John Ford

Because of his disdain of the orthodox moral code of his time and his sympathetic treatment of forbidden love, John Ford is often regarded as the most modern of Elizabethan and Stuart dramatists. He was baptized at Ilsington in Devonshire, April 17, 1586, was probably the John Ford who entered Exeter College, Oxford, in March, 1601, and was certainly the John Ford who was admitted to the Middle Temple in November 1602. He first appeared in print with Fame's Memorial (1606), a long elegy on the death of the Earl of Devonshire, and he published other occasional pieces before he finally commited himself to a dramatic career. His first venture in dramatic work may well have been in the writing or revising of A Bad Beginning Makes a Good Ending, which was acted by the King's Men at court in 1612 or 1613, and which was one of the four unprinted plays of Ford that were destroyed by Warburton's cook. His career as a playwright definitely begins, however, in 1621, when he joined with Thomas Dekker and William Rowley in the composition of The Witch of Edmonton. He collaborated with Dekker in several other plays and with Webster in at least one. After about 1624, however, he seems to have worked alone, and his reputation rests chiefly upon his three unaided tragedies of forbidden love, 'Tis Pity She's a Whore, The Broken Heart, and Love's Sacrifice.

On April 19, 1621, Elizabeth Sawyer, who was later to assume the title role in The Witch of Edmonton, was executed for witchcraft. On April 27, Henry Goodcole's Wonderful Discovery of E. Sawyer, a Witch was entered in the Stationer's Register, and was published later the same year. From this work the authors drew materials for The Witch of Edmonton, which was acted December 29, 1621, at Whitehall by the Prince's Servants.
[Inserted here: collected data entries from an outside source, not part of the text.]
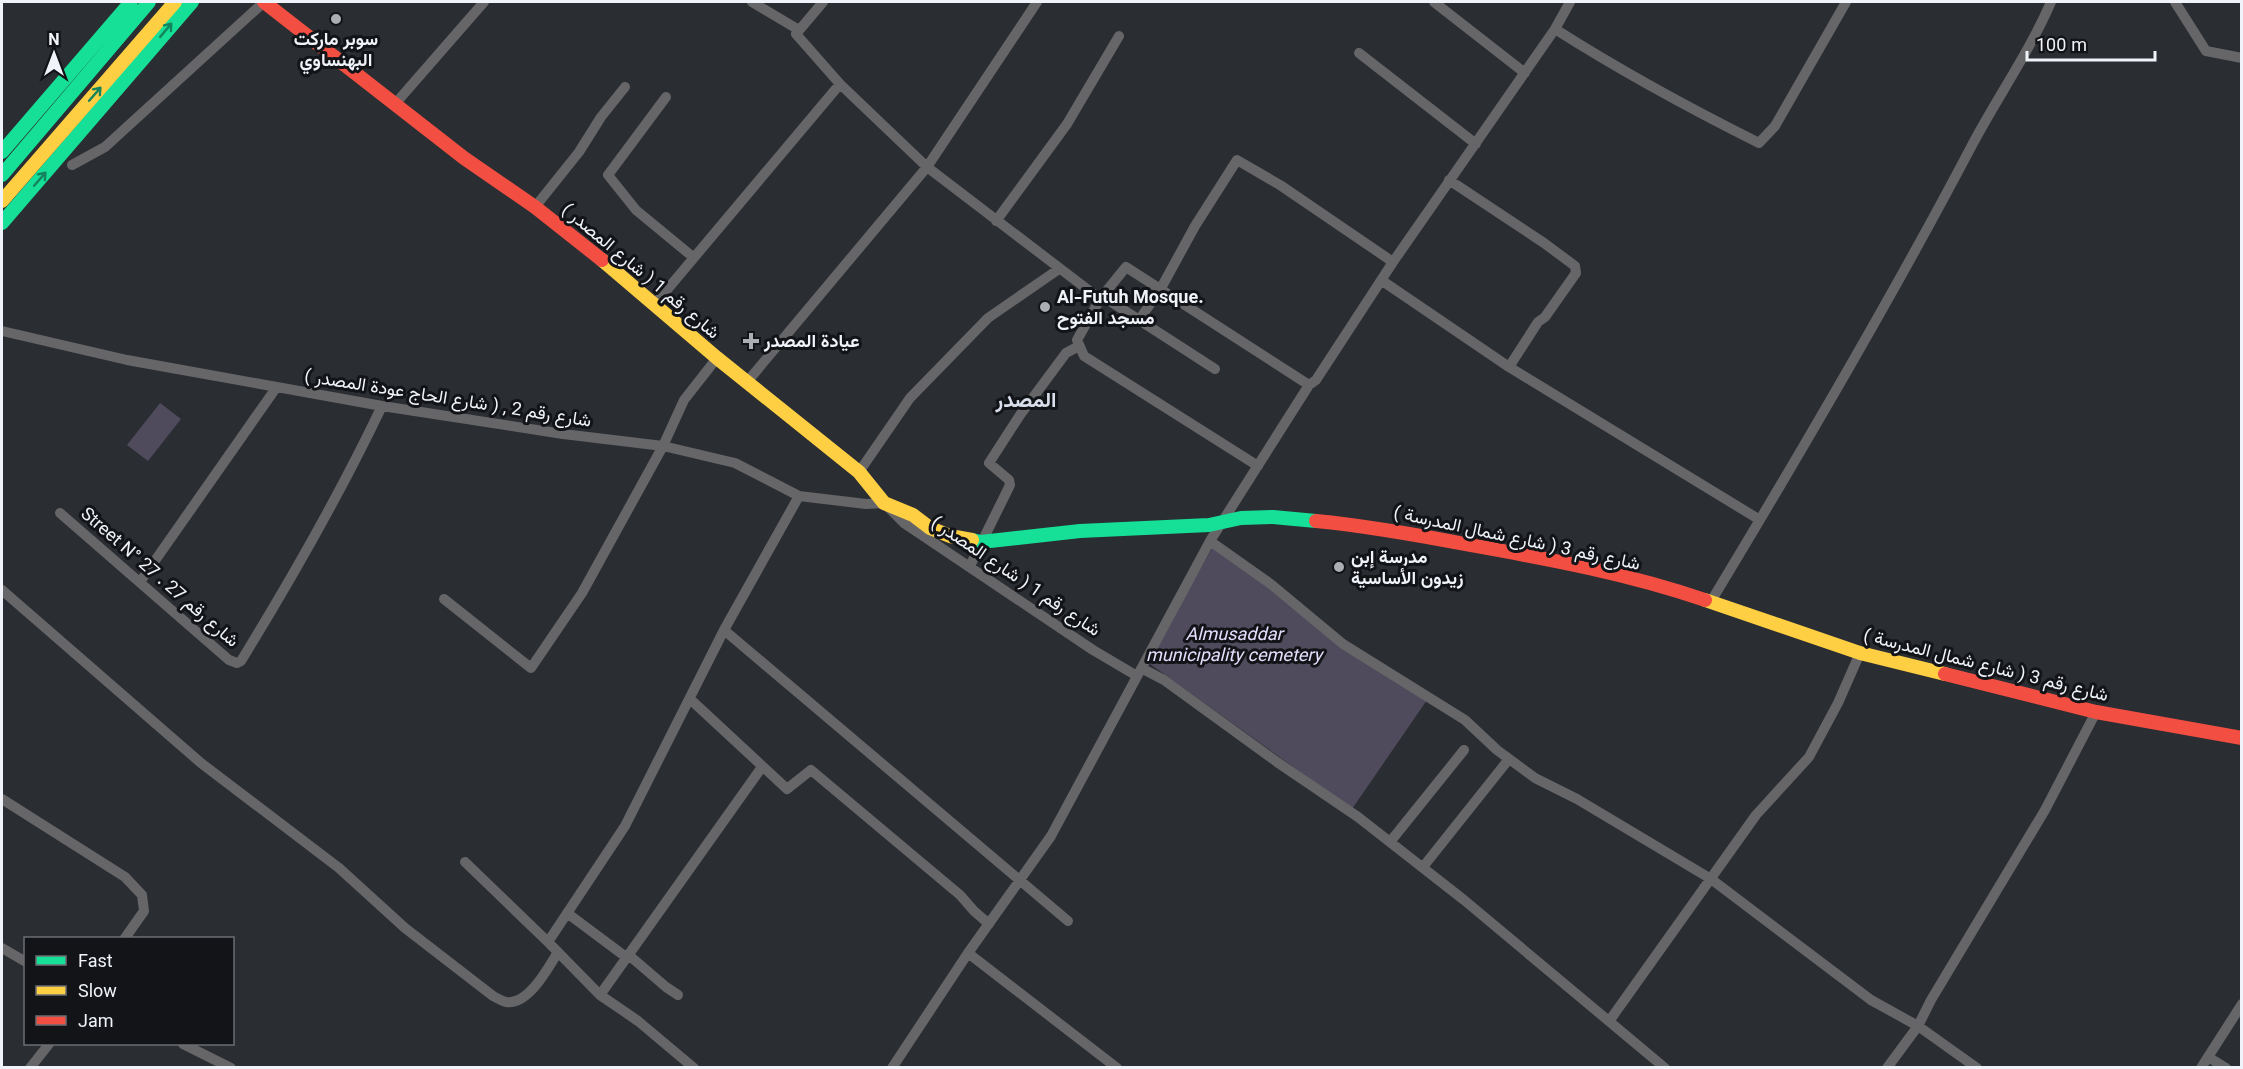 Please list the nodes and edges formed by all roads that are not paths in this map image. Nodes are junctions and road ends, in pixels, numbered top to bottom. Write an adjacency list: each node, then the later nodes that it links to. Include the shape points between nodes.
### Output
1 (131, 2): 28 (main road)
2 (149, 2): 25 (main road)
3 (175, 2): 26 (main road, one-way to 3)
4 (192, 2): 36 (main road, one-way to 4)
5 (264, 2): 24 (main road, شارع رقم 1 ( شارع المصدر )); 29 (street, via 105,147)
6 (484, 2): 24 (street)
7 (752, 2): 16 (street)
8 (823, 2): 16 (street)
9 (1037, 2): 30 (street)
10 (1434, 2): 20 (street)
11 (1570, 2): 15 (street)
12 (1846, 2): 15 (street, via 1775,126 1760,143 1683,105)
13 (2051, 2): 60 (street, via 2038,33)
14 (2175, 2): 19 (street, via 2206,51)
15 (1555, 29): 20 (street)
16 (799, 30): 21 (street, via 796,34)
17 (1119, 36): 35 (street, via 1067,124)
18 (1359, 53): 27 (street)
19 (2241, 58)
20 (1525, 73): 27 (street)
21 (840, 84): 30 (street); 37 (street)
22 (625, 87): 34 (street)
23 (666, 97): 37 (street, via 608,175 636,210)
24 (395, 104): 34 (main road, شارع رقم 1 ( شارع المصدر ))
25 (61, 106): 26 (main road); 31 (main road)
26 (72, 121): 33 (main road)
27 (1476, 144): 32 (street)
28 (2, 152)
29 (72, 165)
30 (927, 167): 35 (street); 50 (street)
31 (2, 175)
32 (1449, 180): 38 (street); 48 (street, via 1575,266 1576,273)
33 (2, 201)
34 (535, 207): 43 (main road, شارع رقم 1 ( شارع المصدر ))
35 (996, 221): 39 (street)
36 (2, 223)
37 (693, 257): 43 (street)
38 (1393, 262): 40 (street); 41 (street, via 1237,160)
39 (1059, 269): 42 (street); 56 (street, via 988,318 910,398)
40 (1381, 280): 48 (street); 51 (street)
41 (1160, 290): 42 (street, via 1126,267); 44 (street); 51 (street)
42 (1101, 298): 44 (street); 46 (street, via 1077,340)
43 (656, 304): 47 (main road, شارع رقم 1 ( شارع المصدر ))
44 (1139, 320): 49 (street)
45 (2, 331): 52 (street, شارع رقم 2 , ( شارع الحاج عودة المصدر ))
46 (1079, 346): 55 (street, via 1084,356); 63 (street, via 1066,352 989,462 1010,485)
47 (717, 358): 50 (main road, شارع رقم 1 ( شارع المصدر )); 54 (street, via 684,400)
48 (1509, 368): 60 (street)
49 (1215, 369)
50 (747, 382): 56 (main road, شارع رقم 1 ( شارع المصدر ))
51 (1309, 385): 55 (street)
52 (276, 388): 53 (street, شارع رقم 2 , ( شارع الحاج عودة المصدر )); 65 (street)
53 (382, 406): 54 (street, شارع رقم 2 , ( شارع الحاج عودة المصدر )); 65 (street, Street N° 27 . شارع رقم 27, via 333,504 241,661 229,660)
54 (663, 446): 57 (street, شارع رقم 2 , ( شارع الحاج عودة المصدر ), via 735,463); 67 (street, via 582,593 531,668)
55 (1258, 466): 61 (street)
56 (858, 472): 58 (main road, شارع رقم 1 ( شارع المصدر ))
57 (799, 496): 58 (street, شارع رقم 2 , ( شارع الحاج عودة المصدر )); 69 (street)
58 (884, 503): 63 (main road, شارع رقم 3 ( شارع شمال المدرسة ), via 913,515 930,528); 64 (street, شارع رقم 1 ( شارع المصدر ), via 904,523)
59 (60, 513): 65 (street, Street N° 27 . شارع رقم 27)
60 (1760, 520): 68 (street)
61 (1223, 523): 62 (street); 63 (main road, شارع رقم 3 ( شارع شمال المدرسة ), via 1080,531); 68 (main road, شارع رقم 3 ( شارع شمال المدرسة ), via 1273,517 1360,525 1601,570)
62 (1210, 541): 71 (street); 76 (street, via 1272,585 1343,644 1465,720)
63 (981, 542): 64 (street)
64 (970, 566): 71 (street, شارع رقم 1 ( شارع المصدر ), via 1093,650)
65 (140, 582)
66 (2, 590): 90 (street, via 201,764 339,868 405,928 493,996 507,1002 522,999 536,986)
67 (444, 599)
68 (1710, 603): 70 (main road, شارع رقم 3 ( شارع شمال المدرسة ))
69 (724, 630): 72 (street); 82 (street)
70 (1860, 653): 73 (main road, شارع رقم 3 ( شارع شمال المدرسة )); 83 (street, via 1809,757 1756,815)
71 (1140, 673): 79 (street, شارع رقم 1 ( شارع المصدر ), via 1164,680); 82 (street, via 1051,837)
72 (690, 699): 77 (street); 84 (street, via 625,826)
73 (2096, 712): 74 (main road, شارع رقم 3 ( شارع شمال المدرسة )); 98 (street, via 2045,810)
74 (2241, 738)
75 (1464, 750): 79 (street)
76 (1509, 759): 81 (street); 83 (street, via 1535,778 1578,799)
77 (762, 767): 86 (street, via 787,789 811,770); 92 (street)
78 (2, 799): 87 (street, via 125,877 142,895 144,911)
79 (1390, 842): 81 (street, شارع رقم 1 ( شارع المصدر ))
80 (465, 862): 88 (street)
81 (1423, 867): 97 (street, شارع رقم 1 ( شارع المصدر ))
82 (1021, 879): 85 (street); 86 (street)
83 (1711, 879): 97 (street); 98 (street, via 1871,999)
84 (567, 913): 88 (street); 92 (street)
85 (1068, 921)
86 (989, 924): 91 (street)
87 (127, 937)
88 (548, 942): 90 (street)
89 (2, 948): 93 (street)
90 (558, 952): 94 (street)
91 (968, 953): 105 (street); 106 (street)
92 (626, 957): 94 (street); 95 (street)
93 (24, 961)
94 (600, 995): 104 (street)
95 (678, 995)
96 (2241, 1004): 101 (street)
97 (1610, 1020): 107 (street, شارع رقم 1 ( شارع المصدر ))
98 (1918, 1026): 108 (street); 109 (street)
99 (48, 1045): 102 (street)
100 (185, 1045): 103 (street)
101 (2208, 1057): 110 (street); 111 (street)
102 (30, 1068)
103 (231, 1068)
104 (694, 1068)
105 (892, 1068)
106 (1117, 1068)
107 (1665, 1068)
108 (1887, 1068)
109 (1977, 1068)
110 (2201, 1068)
111 (2226, 1068)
Studies of the proportionate shares of the three collaborators in the play have not led to agreement beyond a few general conclusions (see M.L. Hunt's Thomas Dekker, F.E. Pierce in Anglia XXXVI, and H. Dugdale Sykes in N. & Q., December 18, 1926). Rowley's share in the play seems to be indeterminable, but is probably slight, being confined chiefly to those scenes in which Cuddy Banks appears. To Dekker may be assigned the witch scenes, the greater share in the character of Susan, and a considerable part in the prose passages. According to Sykes and others, Ford is responsible for the greater part of the play--it's main structure; the characters of Sir Arthur Clarington, Frank Thorney, and Winnifride; and some part in the character of Susan and in the prose passages, especially those dealing with Old Carter and his household.

The Broken Heart, printed in 1633, was probably written not long before its entry in the Stationer's Registry, March 28 of that year. No literary source for the play has been discovered, but, in view of ll. 15-16 of the prologue and the arguments of Stuart Pratt Sherman (PMLA, 1909, and the introduction to his edition in the Belles-Lettres Series), it appears to have been based upon the experience of Sir Philip Sidney, Penelope Devereux, and Lord Rich, the triangle celebrated in Sidney's Astrophel and Stella. "In The Broken Heart," Sherman says, "Ford throws down the gauntlet to orthodox morality by placing a thoroughly pure woman in a genuine moral dilemma ... By establishing the tragic conflict of Penthea in her own spirit, he makes of her a distinctly modern type of heroine."

In The Chronicle History of Perkin Warbeck, entered in the Stationer's Register February 24, 1634, and published the same year, Ford turned aside from his interest in romantic love to produce a type of play which, as he seems to suggest in his prologue, had been neglected for a generation. He derived the materials for the play from Bacon's History of the Reign of Henry the Seventh (1622) and Thomas Gainsford's True and Wonderful History of Perkin Warbeck (1618), and apparently chose the Shakespearean chronicle play as his model. His plot, however, is simpler than Shakespeare's, and the play as a whole, though rapid in movement, lacks intensity and variety. Nevertheless, it fills a gap among Shakespeare's chronicle plays, and it has often received high praise as a play not unworthy to rank among the few plays of the kind that deserve distant comparison with those of the master dramatist.